I've been pulling my hair out over this one and I just can't get it to work. I have a webservice I call that generates a security token which then needs to be passed to the subsequent service calls inside of the SOAP header. I got that part working just fine but the header part is tripping me up (I generated the client using cxf wsdl2java). This is the part that should be added:
<wsse:BinarySecurityToken ValueType="XXXX" EncodingType="wsse:Base64Binary" wsu:Id="SecurityToken">
My token
</wsse:BinarySecurityToken>
I tried using a WSS4JOutInterceptor like this:
Endpoint endpoint = client.getEndpoint();
Map<String, Object> outProps = new HashMap<String, Object>();
outProps.put("SecurityToken", MY-TOKEN);
endpoint.getOutInterceptors().add(new WSS4JOutInterceptor(outProps));
but that didn't work. And I tried directly adding it to the header like this (as per this question):
List<Header> headers = new ArrayList<Header>();
SOAPFactory sf = SOAPFactory.newInstance();
SOAPElement authElement = sf.createElement(new QName(null, "wsse:BinarySecurityToken"));
authElement.setAttribute("ValueType", "XXXX");
authElement.setAttribute("EncodingType", "wsse:Base64Binary");
authElement.setAttribute("wsu:Id", "SecurityToken");
authElement.addTextNode(MY-TOKEN);
SoapHeader tokenHeader = new SoapHeader(
new QName(null, "wsse:BinarySecurityToken"), authElement);
headers.add(tokenHeader);
((BindingProvider) service).getRequestContext().put(Header.HEADER_LIST, headers);
and it looks almost ok
<soap:Header><BinarySecurityToken EncodingType="wsse:Base64Binary" ValueType="XXXX" wsu:Id="SecurityToken">MY-TOKEN</BinarySecurityToken></soap:Header>
The BinarySecurityToken part is missing the wsse: prefix though and the call fails.

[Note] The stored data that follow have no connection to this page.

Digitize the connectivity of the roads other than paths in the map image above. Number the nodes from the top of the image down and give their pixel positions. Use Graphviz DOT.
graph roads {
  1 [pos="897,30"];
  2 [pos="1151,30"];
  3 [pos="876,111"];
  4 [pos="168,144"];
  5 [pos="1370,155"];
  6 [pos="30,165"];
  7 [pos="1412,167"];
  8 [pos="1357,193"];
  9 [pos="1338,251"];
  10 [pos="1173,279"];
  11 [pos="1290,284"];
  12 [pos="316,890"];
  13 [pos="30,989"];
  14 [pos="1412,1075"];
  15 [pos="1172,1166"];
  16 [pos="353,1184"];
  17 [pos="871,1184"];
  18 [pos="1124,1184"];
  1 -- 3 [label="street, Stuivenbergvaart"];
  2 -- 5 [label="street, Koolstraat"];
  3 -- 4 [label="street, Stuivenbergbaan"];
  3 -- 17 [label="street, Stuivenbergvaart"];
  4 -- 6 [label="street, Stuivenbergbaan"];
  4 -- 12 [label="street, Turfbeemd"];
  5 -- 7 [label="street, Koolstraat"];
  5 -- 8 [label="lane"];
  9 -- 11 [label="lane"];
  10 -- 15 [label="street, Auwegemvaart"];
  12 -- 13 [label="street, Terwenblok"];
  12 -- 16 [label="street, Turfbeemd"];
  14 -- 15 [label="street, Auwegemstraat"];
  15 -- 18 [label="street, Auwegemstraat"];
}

Has anyone gotten something similar to work – or am I doing it completely wrong?
@zengr Yes, I finally figured it out, it was missing the namespaces so what I did was this:
private static final String XMLNS_WSU = "http://docs.oasis-open.org/wss/2004/01/oasis-200401-wss-wssecurity-utility-1.0.xsd";
private static final String XSD_WSSE = "http://docs.oasis-open.org/wss/2004/01/oasis-200401-wss-wssecurity-secext-1.0.xsd";
final List<Header> headers = new ArrayList<Header>();
final SOAPFactory sf = SOAPFactory.newInstance();
final SOAPElement securityElement = sf.createElement("Security", "wsse", XSD_WSSE);
final SOAPElement authElement = sf.createElement("BinarySecurityToken", "wsse", XSD_WSSE);
authElement.setAttribute("ValueType", "WASP");
authElement.setAttribute("EncodingType", "wsse:Base64Binary");
authElement.setAttribute("wsu:Id", "SecurityToken");
authElement.addAttribute(new QName("xmlns:wsu"), XMLNS_WSU);
authElement.addTextNode(StringUtils.replace(SessionToken.getEncodedSessionToken(), "\n", ""));
securityElement.addChildElement(authElement);
final SoapHeader securityHeader = new SoapHeader(
new QName(null, "Security"), securityElement);
headers.add(securityHeader);
((BindingProvider) interactiveService).getRequestContext().put(Header.HEADER_LIST, headers);
And that did the trick
Thank you. I had similar case except I had to add token within an element of an element under header. This is trivial, but I paste solution here for more complete documentation.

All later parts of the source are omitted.